Batch import
A Batch import processes a series of Import calls as a 'batch' in a single 'job'. Each individual Import executed in the 'batch run' functionally resembles a Single import with the corresponding structure and logic.
The Import page provides an overview of the interaction between Lobster Data Platform / Orchestration and Lobster_data and describes the general structure of an import profile.
The structure used for Single import corresponds exactly to the content of an individual batch node during Batch import.
In the following, the focus is therefore mainly on the details of batch processing, while the details of the actual import structure documented for the Single import are assumed.
In practice, the Batch import structure can also be used for importing individual objects.
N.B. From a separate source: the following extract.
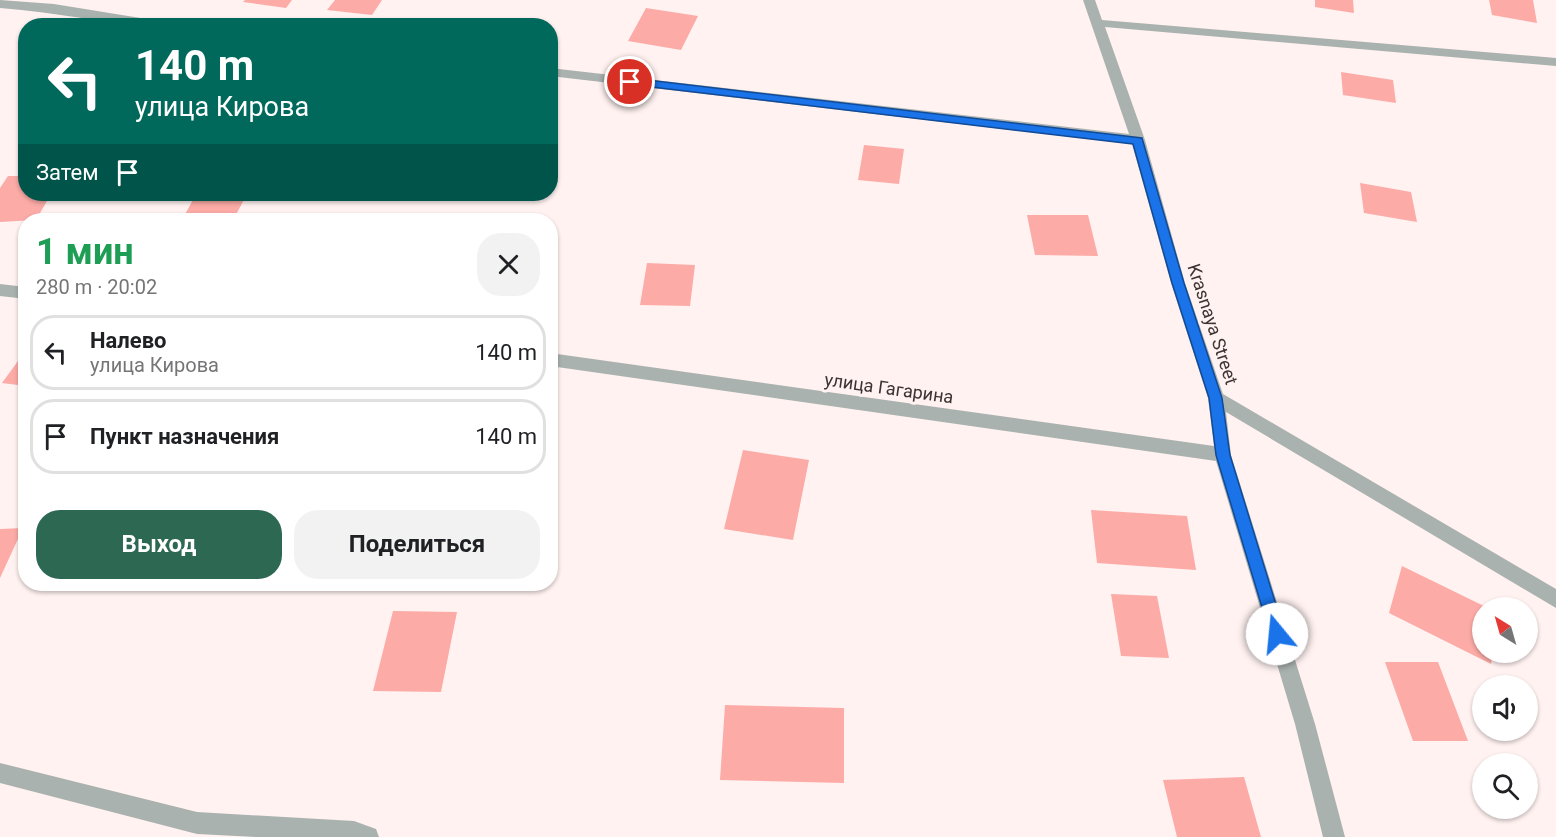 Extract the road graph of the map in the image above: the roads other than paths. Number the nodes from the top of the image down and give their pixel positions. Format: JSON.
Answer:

This enables the use additional functionalities exclusively available for the Batch import, as required.
Elements of the target structure for a batch import
When creating an import profile for a Batch import, the target structure is ideally created based on the Lobster Data Platform / Orchestration template for the core:BatchImport object (for details see Lobster SCM templates).
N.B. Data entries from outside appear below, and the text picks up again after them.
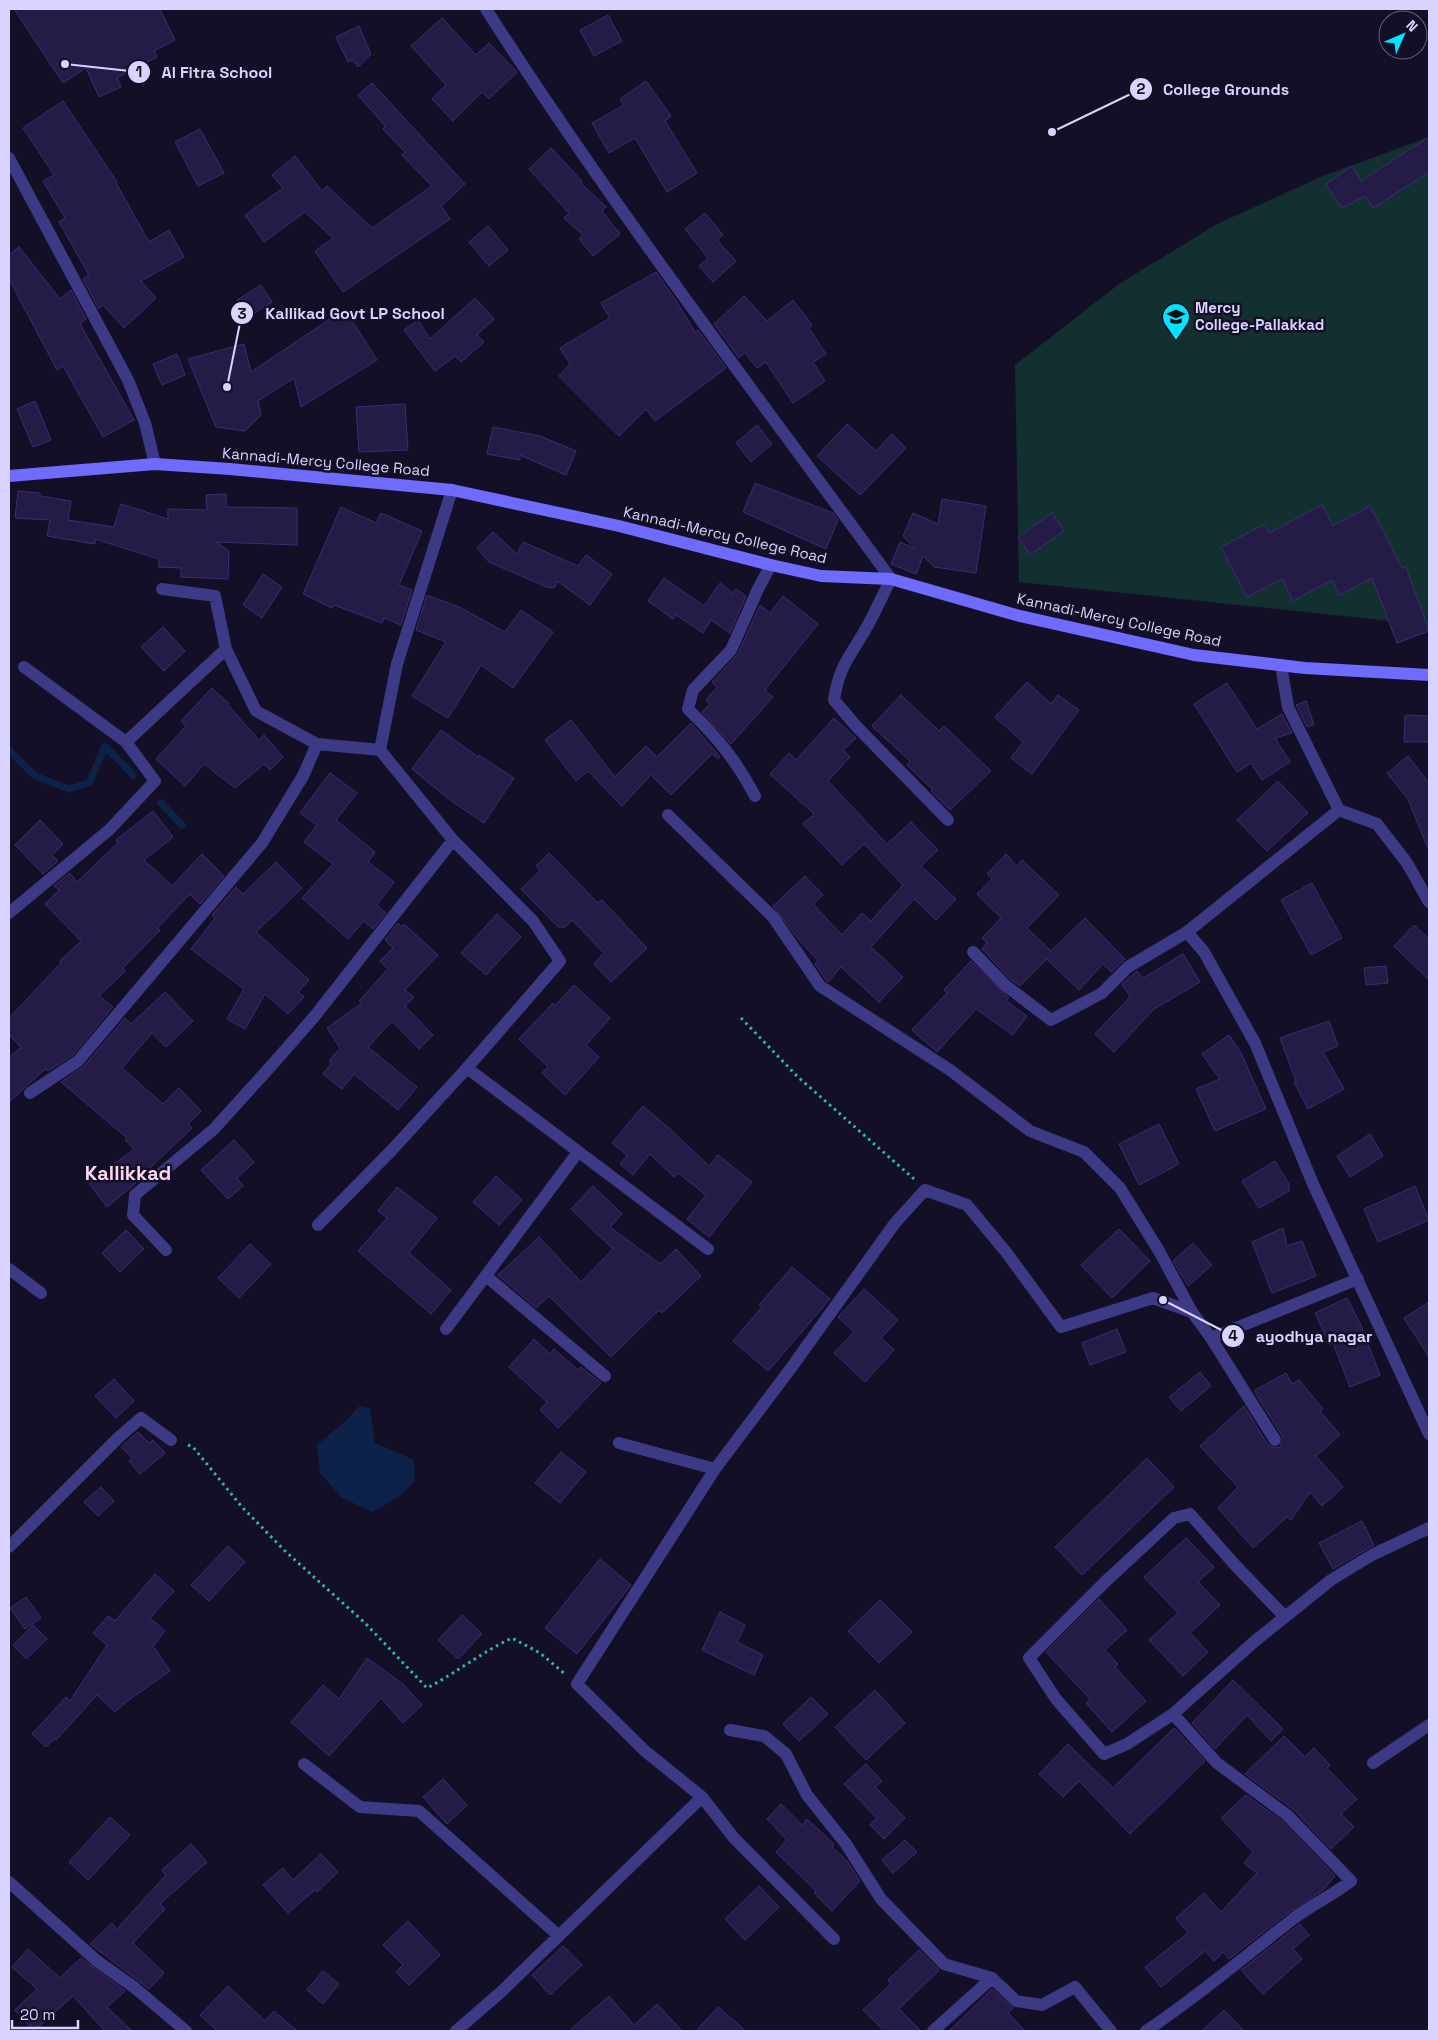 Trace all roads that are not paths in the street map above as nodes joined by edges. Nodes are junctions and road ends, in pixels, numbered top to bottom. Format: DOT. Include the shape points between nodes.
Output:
graph roads {
  1 [pos="486,9"];
  2 [pos="9,158"];
  3 [pos="155,464"];
  4 [pos="9,476"];
  5 [pos="452,490"];
  6 [pos="771,565"];
  7 [pos="892,579"];
  8 [pos="162,589"];
  9 [pos="226,649"];
  10 [pos="1281,665"];
  11 [pos="24,667"];
  12 [pos="1429,675"];
  13 [pos="126,742"];
  14 [pos="317,744"];
  15 [pos="380,750"];
  16 [pos="755,796"];
  17 [pos="1339,810"];
  18 [pos="668,815"];
  19 [pos="948,820"];
  20 [pos="453,840"];
  21 [pos="1429,902"];
  22 [pos="9,913"];
  23 [pos="1187,932"];
  24 [pos="973,952"];
  25 [pos="467,1068"];
  26 [pos="30,1093"];
  27 [pos="578,1152"];
  28 [pos="318,1225"];
  29 [pos="708,1249"];
  30 [pos="166,1250"];
  31 [pos="9,1269"];
  32 [pos="486,1276"];
  33 [pos="1358,1279"];
  34 [pos="42,1293"];
  35 [pos="1192,1312"];
  36 [pos="446,1329"];
  37 [pos="1211,1338"];
  38 [pos="605,1376"];
  39 [pos="1429,1434"];
  40 [pos="172,1440"];
  41 [pos="1275,1440"];
  42 [pos="619,1443"];
  43 [pos="715,1469"];
  44 [pos="1429,1528"];
  45 [pos="9,1547"];
  46 [pos="1285,1617"];
  47 [pos="1173,1714"];
  48 [pos="1429,1725"];
  49 [pos="730,1730"];
  50 [pos="1373,1763"];
  51 [pos="304,1764"];
  52 [pos="702,1797"];
  53 [pos="9,1882"];
  54 [pos="559,1936"];
  55 [pos="834,1939"];
  56 [pos="992,1978"];
  57 [pos="186,2031"];
  58 [pos="456,2031"];
  59 [pos="933,2031"];
  60 [pos="1111,2031"];
  61 [pos="1146,2031"];
  1 -- 7 [label="street" via="627,215"];
  2 -- 3 [label="street" via="128,380 145,423"];
  3 -- 4 [label="main road, Kannadi-Mercy College Road"];
  3 -- 5 [label="main road, Kannadi-Mercy College Road"];
  5 -- 6 [label="main road, Kannadi-Mercy College Road" via="620,526"];
  5 -- 15 [label="street" via="397,664"];
  6 -- 7 [label="main road, Kannadi-Mercy College Road" via="821,576"];
  6 -- 16 [label="street" via="731,650 693,690 688,709 739,766"];
  7 -- 10 [label="main road, Kannadi-Mercy College Road" via="1016,615 1194,655"];
  7 -- 19 [label="street" via="844,662 834,700"];
  8 -- 9 [label="street" via="215,596"];
  9 -- 13 [label="street"];
  9 -- 14 [label="street" via="256,711"];
  10 -- 12 [label="main road, Kannadi-Mercy College Road"];
  10 -- 17 [label="street" via="1288,706"];
  11 -- 13 [label="street"];
  13 -- 22 [label="street" via="155,781 110,830"];
  14 -- 15 [label="street"];
  14 -- 26 [label="street" via="303,776 262,843 78,1061"];
  15 -- 20 [label="street"];
  17 -- 21 [label="street" via="1377,824 1408,863"];
  17 -- 23 [label="street"];
  18 -- 35 [label="street" via="773,917 820,986 950,1070 1030,1131 1084,1152 1120,1188"];
  20 -- 25 [label="street" via="533,921 560,961"];
  20 -- 30 [label="street" via="314,1017 214,1129 135,1195 133,1215"];
  23 -- 24 [label="street" via="1128,967 1102,993 1051,1020 1005,984"];
  23 -- 33 [label="street" via="1204,952 1255,1043 1313,1184"];
  25 -- 27 [label="street"];
  25 -- 28 [label="street"];
  27 -- 29 [label="street"];
  27 -- 32 [label="street"];
  31 -- 34 [label="street"];
  32 -- 36 [label="street"];
  32 -- 38 [label="street"];
  33 -- 37 [label="street"];
  33 -- 39 [label="street"];
  35 -- 37 [label="street"];
  35 -- 43 [label="street" via="1153,1298 1061,1326 967,1205 925,1190 894,1223"];
  37 -- 41 [label="street"];
  40 -- 45 [label="street" via="141,1418"];
  42 -- 43 [label="street"];
  43 -- 52 [label="street" via="577,1684 645,1751"];
  44 -- 46 [label="street" via="1372,1555 1331,1580"];
  46 -- 47 [label="street"];
  46 -- 47 [label="street" via="1190,1514 1174,1518 1029,1658 1056,1699 1104,1754 1127,1744"];
  47 -- 61 [label="street" via="1217,1763 1287,1815 1351,1881 1295,1917"];
  48 -- 50 [label="street"];
  49 -- 56 [label="street" via="764,1736 786,1754 806,1795 846,1844 881,1899 944,1964"];
  51 -- 54 [label="street" via="360,1807 419,1811"];
  52 -- 54 [label="street"];
  52 -- 55 [label="street" via="734,1838"];
  53 -- 57 [label="street" via="97,1961"];
  54 -- 58 [label="street"];
  56 -- 59 [label="street"];
  56 -- 60 [label="street" via="1016,2000 1042,2005 1075,1987"];
}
The following screenshot shows a target structure generated from the core:BatchImport with the column 'Data type' indicated here for information purposes:
The 'root node' highlighted by selection (BatchImport) contains a number of fields for parameters concerning the Batch import. These are described in the following subsections.
Below, the template provides a single batch node (highlighted by the blue frame in the screenshot), which can either be iterated at runtime or explicitly included multiple times in the definition of the target structure. Every individual batch node is parametrized and interpreted like the core:Import node in a Single import. The screenshot shows only the elements provided by the template. Within a batch node, usually the object structure has to be added, which can be defined by exactly one (or several strictly alternatively handled) subnodes (see also Single import and Lobster SCM templates).
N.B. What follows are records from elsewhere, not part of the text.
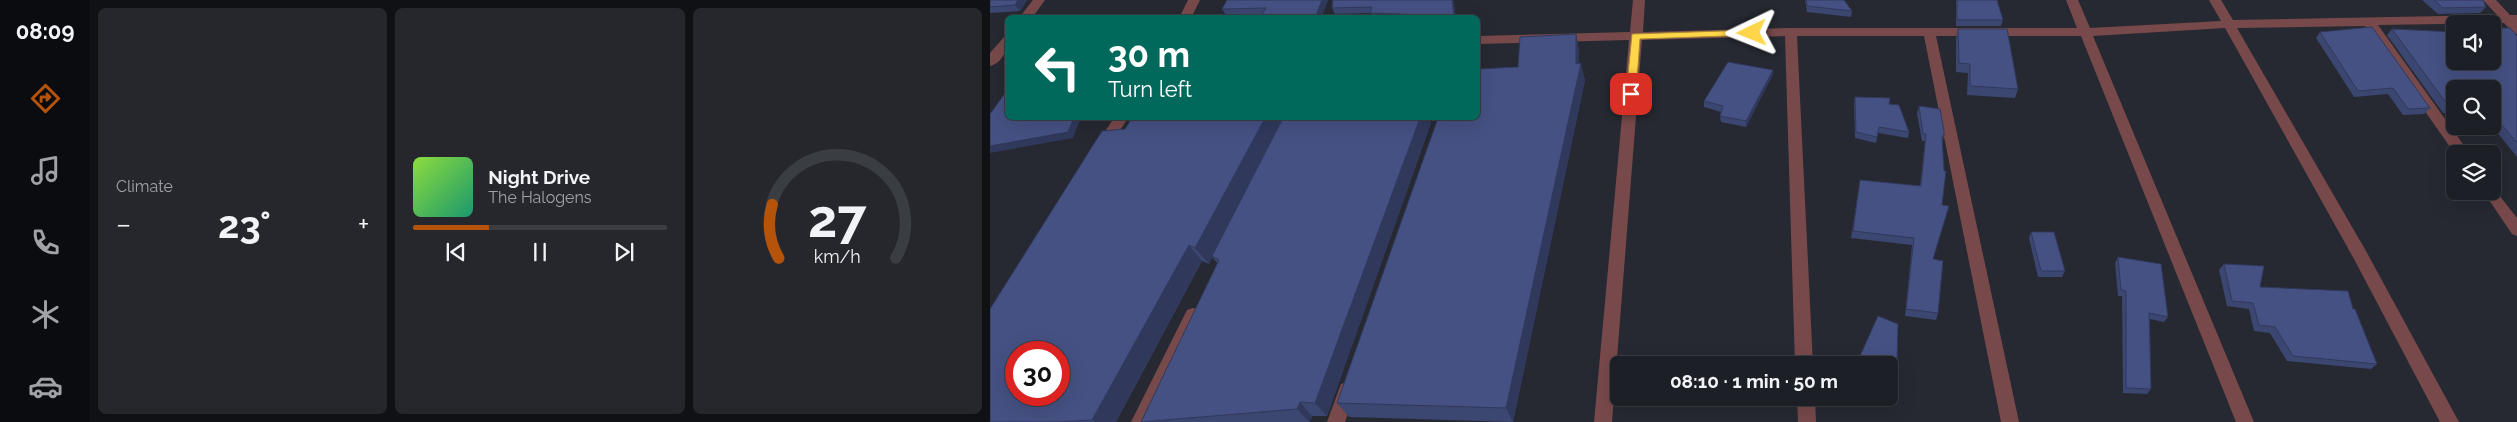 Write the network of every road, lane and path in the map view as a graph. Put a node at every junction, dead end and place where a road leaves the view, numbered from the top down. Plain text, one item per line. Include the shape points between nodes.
1 (1039, 0) edge
2 (1194, 0) edge
3 (1639, 0) edge
4 (2072, 0) edge
5 (2215, 0) edge
6 (2489, 0) edge
7 (1027, 15) edge
8 (1186, 15) edge
9 (2512, 19) edge
10 (2370, 23) junction
11 (2229, 24) junction
12 (2517, 30) edge
13 (1791, 32) junction
14 (1929, 32) junction
15 (2086, 32) junction
16 (1636, 36) junction
17 (1480, 40) edge
18 (1001, 47) edge
19 (990, 62) edge
20 (1120, 120) edge
21 (2457, 145) edge
22 (1094, 159) edge
23 (2496, 200) edge
24 (2517, 230) edge
25 (1201, 300) edge
26 (1804, 356) edge
27 (1352, 376) edge
28 (1806, 406) edge
29 (1140, 422) edge
30 (1336, 422) edge
31 (1603, 422) edge
32 (1806, 422) edge
33 (2010, 422) edge
34 (2245, 422) edge
35 (2450, 422) edge

1 - 7 street
2 - 8 street
3 - 16 street
4 - 15 street
5 - 11 street
6 - 9 street
9 - 10 street
9 - 12 street
10 - 11 street
10 - 21 street
11 - 15 street
11 - 35 street
13 - 14 street
13 - 16 street
13 - 26 street
14 - 15 street
14 - 33 street
15 - 34 street
16 - 17 street
16 - 31 street
18 - 19 street
20 - 22 street
23 - 24 street
25 - 29 street
27 - 30 street
28 - 32 street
Transaction control (trxControl Atttribute)
The trxControl attribute can be used to select one of the following transaction control modes for a Batch import:
Transaction control mode |
Description |
SINGLE |
Each batch node is processed as an independent transaction. |
BATCH |
All batch nodes are processed as a common transaction. |
BATCH_OR_EXISTING |
For each object to be imported, a check is made whether a valid transaction already exists in the execution context.
►NOTE◄ This mode makes sense if several profiles or events are to be linked together in a transaction. |
Response behaviour (responsive attribute)
The responsive attribute can be assigned a Boolean value in order to decide in the context of a function call (see Lobster_pro: Import (_data function)) whether the objects processed by a Batch import should appear as return values of the function (true) or not (false).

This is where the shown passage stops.